2017-07-20 Thread David Sommerseth
On 20/07/17 09:46, Farkas Levente wrote:
> On 07/20/2017 02:09 AM, David Sommerseth wrote:
>> On 18/07/17 22:55, Farkas Levente wrote:
>>> On 07/18/2017 10:03 PM, David Sommerseth wrote:
 On 18/07/17 17:50, Farkas Levente wrote:
> On 07/18/2017 03:55 PM, Jaroslav Reznik wrote:
>> This will result in the following:
>> * OpenVPN 2.4 based clients will automatically upgrade to AES-256-GCM,
>> regardless if they have --cipher in their configuration file or not.
>> For OpenVPN v2.4 configurations not wanting this cipher upgrade, the
>> client configuration needs to deploy --ncp-disable.
>> * OpenVPN 2.3 based clients and older (and v2.4 clients using
>> --ncp-disable in the client configuration) can connect to the server
>> using any of the --ncp-ciphers list; this is what is called "poor
>> man's cipher negotiation" by the upstream OpenVPN developers.

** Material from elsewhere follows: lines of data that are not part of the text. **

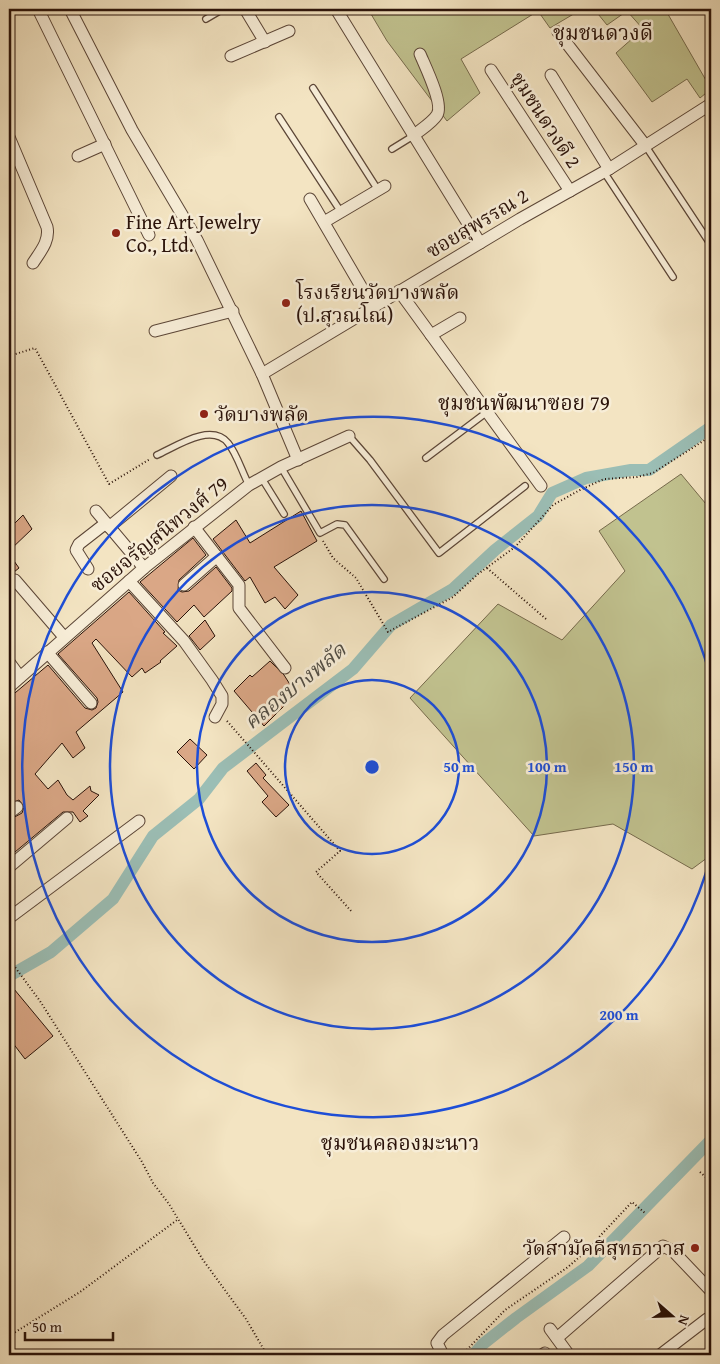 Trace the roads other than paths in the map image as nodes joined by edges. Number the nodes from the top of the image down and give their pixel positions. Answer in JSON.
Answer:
{"nodes":[{"id":1,"x":38,"y":9,"type":"edge"},
{"id":2,"x":70,"y":9,"type":"edge"},
{"id":3,"x":223,"y":9,"type":"edge"},
{"id":4,"x":245,"y":9,"type":"edge"},
{"id":5,"x":336,"y":9,"type":"edge"},
{"id":6,"x":206,"y":19,"type":"dead end"},
{"id":7,"x":289,"y":31,"type":"dead end"},
{"id":8,"x":558,"y":32,"type":"dead end"},
{"id":9,"x":265,"y":42,"type":"junction"},
{"id":10,"x":420,"y":54,"type":"dead end"},
{"id":11,"x":231,"y":56,"type":"dead end"},
{"id":12,"x":491,"y":70,"type":"dead end"},
{"id":13,"x":551,"y":75,"type":"dead end"},
{"id":14,"x":313,"y":88,"type":"dead end"},
{"id":15,"x":711,"y":104,"type":"edge"},
{"id":16,"x":279,"y":118,"type":"dead end"},
{"id":17,"x":413,"y":136,"type":"junction"},
{"id":18,"x":9,"y":137,"type":"edge"},
{"id":19,"x":105,"y":144,"type":"junction"},
{"id":20,"x":645,"y":145,"type":"junction"},
{"id":21,"x":392,"y":149,"type":"dead end"},
{"id":22,"x":78,"y":156,"type":"dead end"},
{"id":23,"x":607,"y":171,"type":"junction"},
{"id":24,"x":381,"y":188,"type":"joint"},
{"id":25,"x":570,"y":191,"type":"junction"},
{"id":26,"x":310,"y":199,"type":"dead end"},
{"id":27,"x":341,"y":212,"type":"junction"},
{"id":28,"x":324,"y":222,"type":"junction"},
{"id":29,"x":149,"y":235,"type":"dead end"},
{"id":30,"x":480,"y":243,"type":"junction"},
{"id":31,"x":711,"y":245,"type":"edge"},
{"id":32,"x":33,"y":263,"type":"dead end"},
{"id":33,"x":673,"y":276,"type":"dead end"},
{"id":34,"x":399,"y":291,"type":"junction"},
{"id":35,"x":373,"y":307,"type":"junction"},
{"id":36,"x":233,"y":312,"type":"junction"},
{"id":37,"x":460,"y":318,"type":"dead end"},
{"id":38,"x":155,"y":332,"type":"dead end"},
{"id":39,"x":430,"y":334,"type":"junction"},
{"id":40,"x":262,"y":374,"type":"junction"},
{"id":41,"x":487,"y":412,"type":"junction"},
{"id":42,"x":349,"y":436,"type":"joint"},
{"id":43,"x":157,"y":455,"type":"road end"},
{"id":44,"x":426,"y":458,"type":"dead end"},
{"id":45,"x":298,"y":460,"type":"junction"},
{"id":46,"x":281,"y":467,"type":"junction"},
{"id":47,"x":171,"y":476,"type":"dead end"},
{"id":48,"x":261,"y":477,"type":"junction"},
{"id":49,"x":248,"y":485,"type":"junction"},
{"id":50,"x":525,"y":486,"type":"dead end"},
{"id":51,"x":541,"y":486,"type":"dead end"},
{"id":52,"x":96,"y":511,"type":"dead end"},
{"id":53,"x":284,"y":514,"type":"dead end"},
{"id":54,"x":108,"y":525,"type":"junction"},
{"id":55,"x":194,"y":527,"type":"junction"},
{"id":56,"x":217,"y":556,"type":"junction"},
{"id":57,"x":144,"y":568,"type":"junction"},
{"id":58,"x":88,"y":569,"type":"dead end"},
{"id":59,"x":384,"y":578,"type":"dead end"},
{"id":60,"x":15,"y":580,"type":"dead end"},
{"id":61,"x":129,"y":581,"type":"junction"},
{"id":62,"x":184,"y":585,"type":"dead end"},
{"id":63,"x":64,"y":637,"type":"junction"},
{"id":64,"x":47,"y":652,"type":"junction"},
{"id":65,"x":9,"y":662,"type":"edge"},
{"id":66,"x":285,"y":668,"type":"dead end"},
{"id":67,"x":20,"y":677,"type":"junction"},
{"id":68,"x":9,"y":687,"type":"edge"},
{"id":69,"x":91,"y":704,"type":"dead end"},
{"id":70,"x":217,"y":714,"type":"road end"},
{"id":71,"x":67,"y":818,"type":"dead end"},
{"id":72,"x":139,"y":821,"type":"dead end"},
{"id":73,"x":9,"y":867,"type":"edge"},
{"id":74,"x":9,"y":918,"type":"edge"},
{"id":75,"x":564,"y":1237,"type":"dead end"},
{"id":76,"x":711,"y":1291,"type":"edge"},
{"id":77,"x":707,"y":1319,"type":"dead end"},
{"id":78,"x":443,"y":1355,"type":"edge"},
{"id":79,"x":569,"y":1355,"type":"edge"},
{"id":80,"x":660,"y":1355,"type":"edge"}],
"edges":[{"from":1,"to":19,"type":"street"},
{"from":2,"to":36,"type":"street"},
{"from":3,"to":6,"type":"lane"},
{"from":4,"to":9,"type":"street"},
{"from":5,"to":17,"type":"street"},
{"from":7,"to":9,"type":"street"},
{"from":8,"to":20,"type":"street"},
{"from":9,"to":11,"type":"street"},
{"from":10,"to":17,"type":"street"},
{"from":12,"to":25,"type":"street","name":"ชุมชนดวงดี 2"},
{"from":13,"to":23,"type":"street"},
{"from":14,"to":24,"type":"lane"},
{"from":15,"to":20,"type":"street","name":"ซอยสุพรรณ 2"},
{"from":16,"to":27,"type":"lane"},
{"from":17,"to":21,"type":"lane"},
{"from":17,"to":30,"type":"street"},
{"from":18,"to":32,"type":"street"},
{"from":19,"to":22,"type":"street"},
{"from":19,"to":29,"type":"street"},
{"from":20,"to":23,"type":"street","name":"ซอยสุพรรณ 2"},
{"from":20,"to":31,"type":"lane"},
{"from":23,"to":25,"type":"street","name":"ซอยสุพรรณ 2"},
{"from":23,"to":33,"type":"lane"},
{"from":24,"to":27,"type":"street"},
{"from":25,"to":30,"type":"street","name":"ซอยสุพรรณ 2"},
{"from":26,"to":28,"type":"street"},
{"from":27,"to":28,"type":"street"},
{"from":28,"to":35,"type":"street"},
{"from":30,"to":34,"type":"street","name":"ซอยสุพรรณ 2"},
{"from":34,"to":35,"type":"street","name":"ซอยสุพรรณ 2"},
{"from":34,"to":39,"type":"street"},
{"from":35,"to":40,"type":"street","name":"ซอยสุพรรณ 2"},
{"from":36,"to":38,"type":"street"},
{"from":36,"to":40,"type":"street"},
{"from":37,"to":39,"type":"street"},
{"from":39,"to":41,"type":"street"},
{"from":40,"to":45,"type":"street"},
{"from":41,"to":44,"type":"lane"},
{"from":41,"to":51,"type":"street"},
{"from":42,"to":45,"type":"street","name":"ซอยจรัญสนิทวงศ์ 79"},
{"from":42,"to":50,"type":"lane"},
{"from":43,"to":49,"type":"lane"},
{"from":45,"to":46,"type":"street","name":"ซอยจรัญสนิทวงศ์ 79"},
{"from":46,"to":48,"type":"street","name":"ซอยจรัญสนิทวงศ์ 79"},
{"from":46,"to":59,"type":"lane"},
{"from":47,"to":54,"type":"street"},
{"from":48,"to":49,"type":"street","name":"ซอยจรัญสนิทวงศ์ 79"},
{"from":48,"to":53,"type":"lane"},
{"from":49,"to":55,"type":"street","name":"ซอยจรัญสนิทวงศ์ 79"},
{"from":52,"to":54,"type":"street"},
{"from":54,"to":57,"type":"street"},
{"from":54,"to":58,"type":"street"},
{"from":55,"to":56,"type":"street"},
{"from":55,"to":57,"type":"street","name":"ซอยจรัญสนิทวงศ์ 79"},
{"from":56,"to":62,"type":"street"},
{"from":56,"to":66,"type":"street"},
{"from":57,"to":61,"type":"street","name":"ซอยจรัญสนิทวงศ์ 79"},
{"from":60,"to":63,"type":"street"},
{"from":61,"to":63,"type":"street","name":"ซอยจรัญสนิทวงศ์ 79"},
{"from":61,"to":70,"type":"street"},
{"from":63,"to":64,"type":"street","name":"ซอยจรัญสนิทวงศ์ 79"},
{"from":64,"to":67,"type":"street","name":"ซอยจรัญสนิทวงศ์ 79"},
{"from":64,"to":69,"type":"street"},
{"from":65,"to":67,"type":"street"},
{"from":67,"to":68,"type":"street","name":"ซอยจรัญสนิทวงศ์ 79"},
{"from":71,"to":73,"type":"street"},
{"from":72,"to":74,"type":"street"},
{"from":75,"to":78,"type":"street"},
{"from":76,"to":79,"type":"street"},
{"from":77,"to":80,"type":"street"}]}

>> * Any client not providing --cipher defaults to BF-CBC.  These clients
>> should still be able to connect to the server as the server allows
>> BF-CBC through --ncp-ciphers.
>
> unfortunately it's not working:-(
> it takes me long time to debug it on my own server and a long discussion
> in this ticket:
> https://community.openvpn.net/openvpn/ticket/886
> it's not possible to set
> cipherAES-256-GCM
> since in this case old clients eg android client which not updated to
> 2.4.x are not able to connect.

 The issue I believe you refer to ("unreliable NCP") should be fixed in
 OpenVPN v2.4.3.
 
>>>
>>> this means only a few weeks ago...
>>> imho openvpn is _very_ widely used and if it's break anything it's break
>>> a lots of thing...
>>> i'd rather postpone it to f28 when it's fully tested and stabilized.
>>
>> What is the benefit of postponing based on a bug which have been fixed?
>> And have been tested?  And where the test process should reasonably
>> thoroughly documented and can be verified by others?
>>
>> Also considering that we're just in the very early planning phase of
>> F-27 and F-26 have just been released.  So F-27 is at least 6 months
>> ahead of us.  Which means the NCP feature will be at least 1 year old,
>> with the last fix making this work will be 6 months - which should be
>> plenty of time to test this out.  Plus considering that OpenVPN is
>> deployed elsewhere in much grander scales than Fedora alone where also
>> NCP is getting more and more used and rolled out in similar ways as this
>> proposal.  So this is also being tested outside the Fedora universe as well.
> 
> if this is so obvious and has only benefits and at the same time you
> also upstream developer why the upstream openvpn not change it's
> default? since it'll exactly has the same effect as it's changed in
> fedora and in this case fedora don't have to do anything.

You never seem to really answer any questions, you just shoot new ones.
This makes it really makes it hard to take your feedback serious.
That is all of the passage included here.